Return, word for word, only the lines from the one containing "1120, font6, paint);" through the last line of the entries.

Source data
━━━━━━━━━━
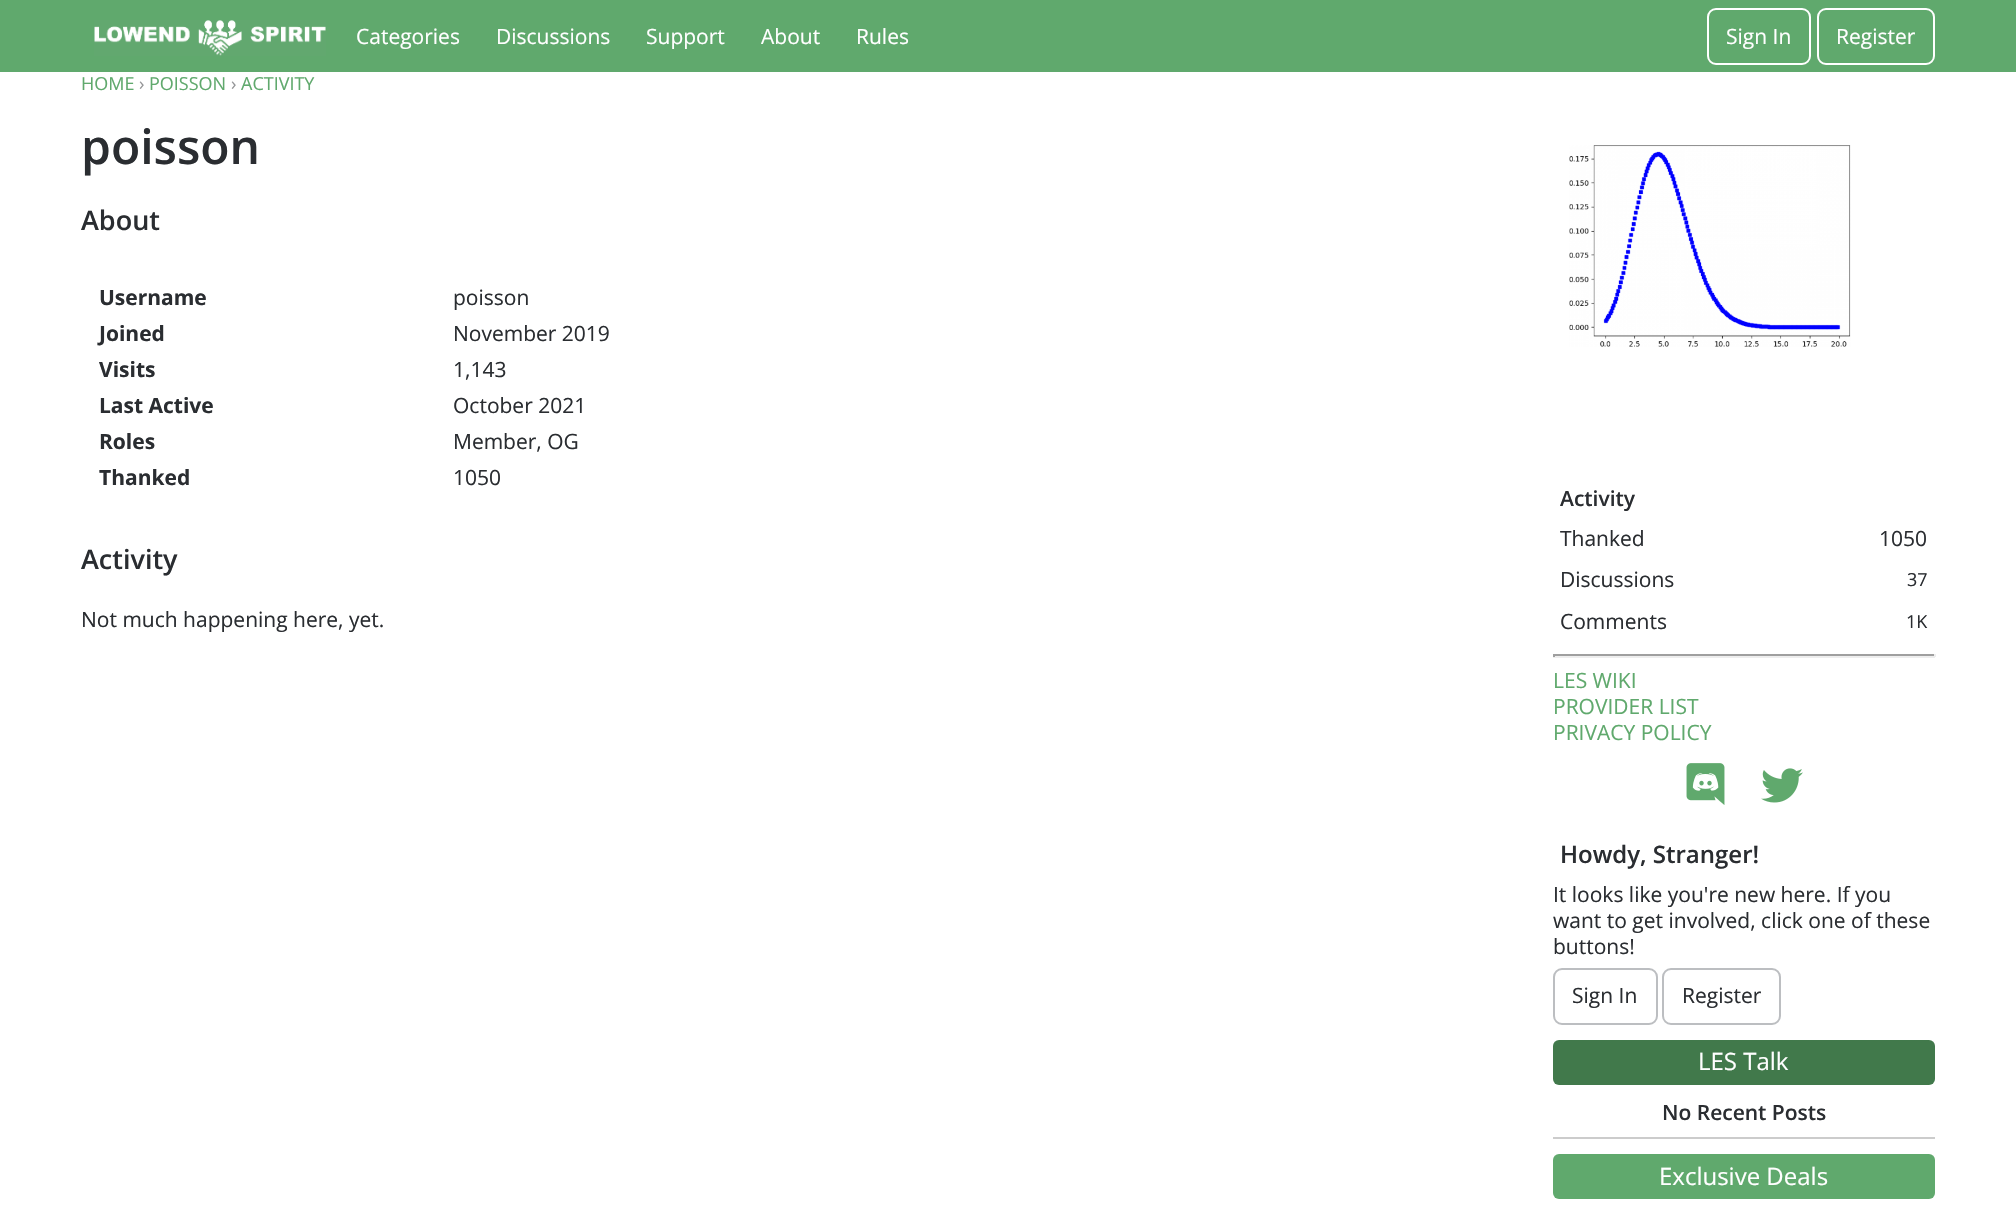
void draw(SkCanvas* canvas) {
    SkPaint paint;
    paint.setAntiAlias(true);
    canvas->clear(0xFFFFFFFF);
    paint.setColor(0xFF60A96D);
    canvas->drawRect(SkRect::MakeXYWH(0, 0, 2016, 72), paint);
    canvas->drawImageRect(SkImages::DeferredFromEncodedData(SkData::MakeFromFileName("img1.png")), SkRect::MakeXYWH(94, 20, 232, 36), SkSamplingOptions());
    SkFont font1(fontMgr->matchFamilyStyle("Open Sans", SkFontStyle::Normal()), 21);
    font1.setSubpixel(true);
    paint.setColor(0xFFFFFFFF);
    canvas->drawString("Categories", 356, 44, font1, paint);
    canvas->drawString("Discussions", 496, 44, font1, paint);
    canvas->drawString("Support", 646, 44, font1, paint);
    canvas->drawString("About", 761, 44, font1, paint);
    canvas->drawString("Rules", 856, 44, font1, paint);
    paint.setStyle(SkPaint::kStroke_Style);
    paint.setStrokeWidth(2);
    canvas->drawRoundRect(SkRect::MakeXYWH(1708, 9, 102, 55), 8, 8, paint);
    paint.setStyle(SkPaint::kFill_Style);
    canvas->drawString("Sign In", 1726, 44, font1, paint);
    paint.setStyle(SkPaint::kStroke_Style);
    canvas->drawRoundRect(SkRect::MakeXYWH(1818, 9, 116, 55), 8, 8, paint);
    paint.setStyle(SkPaint::kFill_Style);
    canvas->drawString("Register", 1836, 44, font1, paint);
    SkFont font2(fontMgr->matchFamilyStyle("Open Sans", SkFontStyle::Normal()), 18);
    font2.setSubpixel(true);
    paint.setColor(0xFF60A96D);
    canvas->drawString("HOME", 81, 90, font2, paint);
    paint.setColor(0xFF959698);
    canvas->drawString("›", 139, 90, font2, paint);
    paint.setColor(0xFF60A96D);
    canvas->drawString("POISSON", 149, 90, font2, paint);
    paint.setColor(0xFF959698);
    canvas->drawString("›", 231, 90, font2, paint);
    paint.setColor(0xFF60A96D);
    canvas->drawString("ACTIVITY", 241, 90, font2, paint);
    SkFont font3(fontMgr->matchFamilyStyle("Open Sans", SkFontStyle(600, SkFontStyle::kNormal_Width, SkFontStyle::kUpright_Slant)), 48);
    font3.setSubpixel(true);
    paint.setColor(0xFF2A2D31);
    canvas->drawString("poisson", 81, 164, font3, paint);
    SkFont font4(fontMgr->matchFamilyStyle("Open Sans", SkFontStyle(600, SkFontStyle::kNormal_Width, SkFontStyle::kUpright_Slant)), 27);
    font4.setSubpixel(true);
    canvas->drawString("About", 81, 230, font4, paint);
    SkFont font5(fontMgr->matchFamilyStyle("Open Sans", SkFontStyle::Bold()), 21);
    font5.setSubpixel(true);
    canvas->drawString("Username", 99, 305, font5, paint);
    canvas->drawString("poisson", 453, 305, font1, paint);
    canvas->drawString("Joined", 99, 341, font5, paint);
    canvas->drawString("November 2019", 453, 341, font1, paint);
    canvas->drawString("Visits", 99, 377, font5, paint);
    canvas->drawString("1,143", 453, 377, font1, paint);
    canvas->drawString("Last Active", 99, 413, font5, paint);
    canvas->drawString("October 2021", 453, 413, font1, paint);
    canvas->drawString("Roles", 99, 449, font5, paint);
    canvas->drawString("Member, OG", 453, 449, font1, paint);
    canvas->drawString("Thanked", 99, 485, font5, paint);
    canvas->drawString("1050", 453, 485, font1, paint);
    canvas->drawString("Activity", 81, 569, font4, paint);
    canvas->drawString("Not much happening here, yet.", 81, 627, font1, paint);
    canvas->drawImageRect(SkImages::DeferredFromEncodedData(SkData::MakeFromFileName("img2.png")), SkRect::MakeXYWH(1569, 145, 282, 202), SkSamplingOptions());
    SkFont font6(fontMgr->matchFamilyStyle("Open Sans", SkFontStyle(600, SkFontStyle::kNormal_Width, SkFontStyle::kUpright_Slant)), 21);
    font6.setSubpixel(true);
    canvas->drawString("Activity", 1560, 506, font6, paint);
    canvas->drawString("Thanked", 1560, 546, font1, paint);
    canvas->drawString("1050", 1879, 546, font1, paint);
    canvas->drawString("Discussions", 1560, 587, font1, paint);
    canvas->drawString("37", 1907, 586, font2, paint);
    canvas->drawString("Comments", 1560, 629, font1, paint);
    canvas->drawString("1K", 1906, 628, font2, paint);
    paint.setColor(0xFF9F9F9F);
    canvas->drawRect(SkRect::MakeXYWH(1553, 654, 382, 2), paint);
    paint.setColor(0xFFEEEEEE);
    canvas->drawRect(SkRect::MakeXYWH(1934, 654, 2, 3), paint);
    canvas->drawRect(SkRect::MakeXYWH(1553, 656, 382, 2), paint);
    paint.setColor(0xFF9F9F9F);
    canvas->drawRect(SkRect::MakeXYWH(1553, 654, 2, 3), paint);
    paint.setColor(0xFF60A96D);
    canvas->drawString("LES WIKI", 1553, 688, font1, paint);
    canvas->drawString("PROVIDER LIST", 1553, 714, font1, paint);
    canvas->drawString("PRIVACY POLICY", 1553, 740, font1, paint);
    canvas->drawImageRect(SkImages::DeferredFromEncodedData(SkData::MakeFromFileName("img3.png")), SkRect::MakeXYWH(1686, 763, 39, 42), SkSamplingOptions());
    canvas->drawImageRect(SkImages::DeferredFromEncodedData(SkData::MakeFromFileName("img4.png")), SkRect::MakeXYWH(1761, 768, 42, 35), SkSamplingOptions());
    SkFont font7(fontMgr->matchFamilyStyle("Open Sans", SkFontStyle(600, SkFontStyle::kNormal_Width, SkFontStyle::kUpright_Slant)), 24);
    font7.setSubpixel(true);
    paint.setColor(0xFF2A2D31);
    canvas->drawString("Howdy, Stranger!", 1560, 863, font7, paint);
    canvas->drawString("It looks like you're new here. If you", 1553, 902, font1, paint);
    canvas->drawString("want to get involved, click one of these", 1553, 928, font1, paint);
    canvas->drawString("buttons!", 1553, 954, font1, paint);
    paint.setStyle(SkPaint::kStroke_Style);
    paint.setColor(0xFFBCBEC1);
    canvas->drawRoundRect(SkRect::MakeXYWH(1554, 969, 103, 55), 8, 8, paint);
    paint.setStyle(SkPaint::kFill_Style);
    paint.setColor(0xFF2A2D31);
    canvas->drawString("Sign In", 1572, 1003, font1, paint);
    paint.setStyle(SkPaint::kStroke_Style);
    paint.setColor(0xFFBCBEC1);
    canvas->drawRoundRect(SkRect::MakeXYWH(1663, 969, 117, 55), 8, 8, paint);
    paint.setStyle(SkPaint::kFill_Style);
    paint.setColor(0xFF2A2D31);
    canvas->drawString("Register", 1682, 1003, font1, paint);
    paint.setColor(0xFF41794B);
    canvas->drawRoundRect(SkRect::MakeXYWH(1553, 1040, 382, 45), 6, 6, paint);
    SkFont font8(fontMgr->matchFamilyStyle("Open Sans", SkFontStyle::Normal()), 24);
    font8.setSubpixel(true);
    paint.setColor(0xFFFFFFFF);
    canvas->drawString("LES Talk", 1698, 1070, font8, paint);
    paint.setColor(0xFFCCCCCC);
    canvas->drawRect(SkRect::MakeXYWH(1553, 1137, 382, 2), paint);
    paint.setColor(0xFF2A2D31);
    canvas->drawString("No Recent Posts", 1662, 1120, font6, paint);
    paint.setColor(0xFF60A96D);
    canvas->drawRoundRect(SkRect::MakeXYWH(1553, 1154, 382, 45), 6, 6, paint);
    paint.setColor(0xFFFFFFFF);
    canvas->drawString("Exclusive Deals", 1659, 1185, font8, paint);
}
━━━━━━━━━━
— EXPECTED ANSWER —
    canvas->drawString("No Recent Posts", 1662, 1120, font6, paint);
    paint.setColor(0xFF60A96D);
    canvas->drawRoundRect(SkRect::MakeXYWH(1553, 1154, 382, 45), 6, 6, paint);
    paint.setColor(0xFFFFFFFF);
    canvas->drawString("Exclusive Deals", 1659, 1185, font8, paint);
}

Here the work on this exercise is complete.